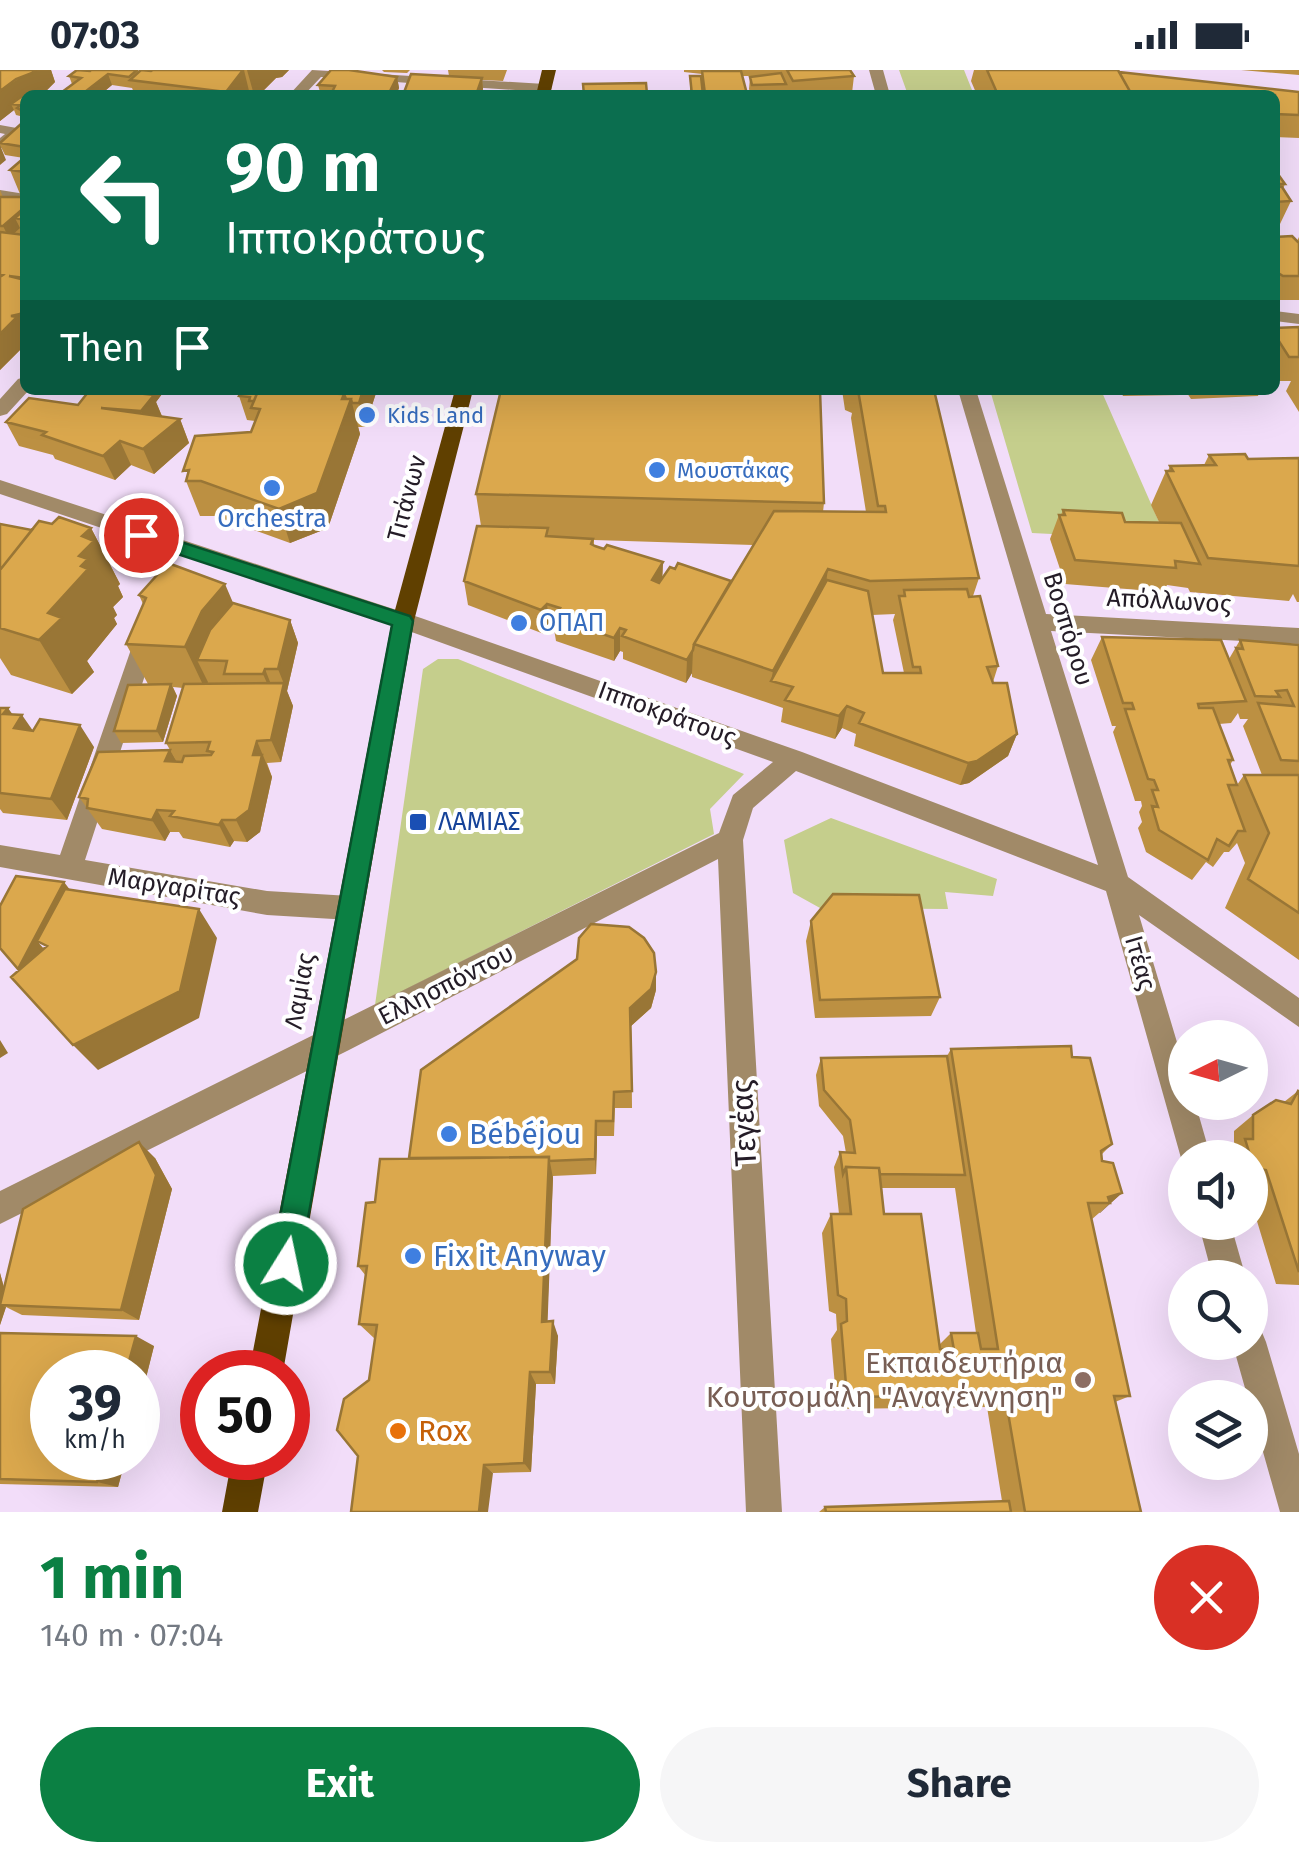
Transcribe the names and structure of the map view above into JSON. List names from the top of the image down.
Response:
{
  "streets": {
    "main road": ["Τιτάνων", "Λαμίας"],
    "street": [
      "Απόλλωνος",
      "Βοσπόρου",
      "Ιπποκράτους",
      "Μαργαρίτας",
      "Ιτέας",
      "Ελλησπόντου",
      "Τεγέας"
    ]
  },
  "crossings": [
    ["Τιτάνων", "Ιπποκράτους"],
    ["Τιτάνων", "Λαμίας"],
    ["Απόλλωνος", "Βοσπόρου"],
    ["Βοσπόρου", "Ιπποκράτους"],
    ["Βοσπόρου", "Ιτέας"],
    ["Ιπποκράτους", "Ιτέας"],
    ["Ιπποκράτους", "Λαμίας"],
    ["Ιπποκράτους", "Τεγέας"],
    ["Μαργαρίτας", "Λαμίας"],
    ["Ελλησπόντου", "Λαμίας"],
    ["Ελλησπόντου", "Τεγέας"]
  ],
  "places": {
    "other": [
      "Kids Land",
      "Μουστάκας",
      "Orchestra",
      "ΟΠΑΠ",
      "Bébéjou",
      "Fix it Anyway",
      "Εκπαιδευτήρια Κουτσομάλη \"Αναγέννηση\"",
      "Rox"
    ],
    "transit": ["ΛΑΜΙΑΣ"]
  },
  "north": "left",
  "page": {
    "status": "07:03",
    "turn": ["90 m", "Ιπποκράτους"],
    "then": "Then",
    "speed": "39 km/h",
    "limit": "50",
    "heading": ["1 min", "140 m · 07:04"],
    "buttons": ["Exit", "Share"]
  }
}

───

Tell how many lines of the listing include the word "Τεγέας", replying with nothing but the number.

▶ _Finished exercise_
3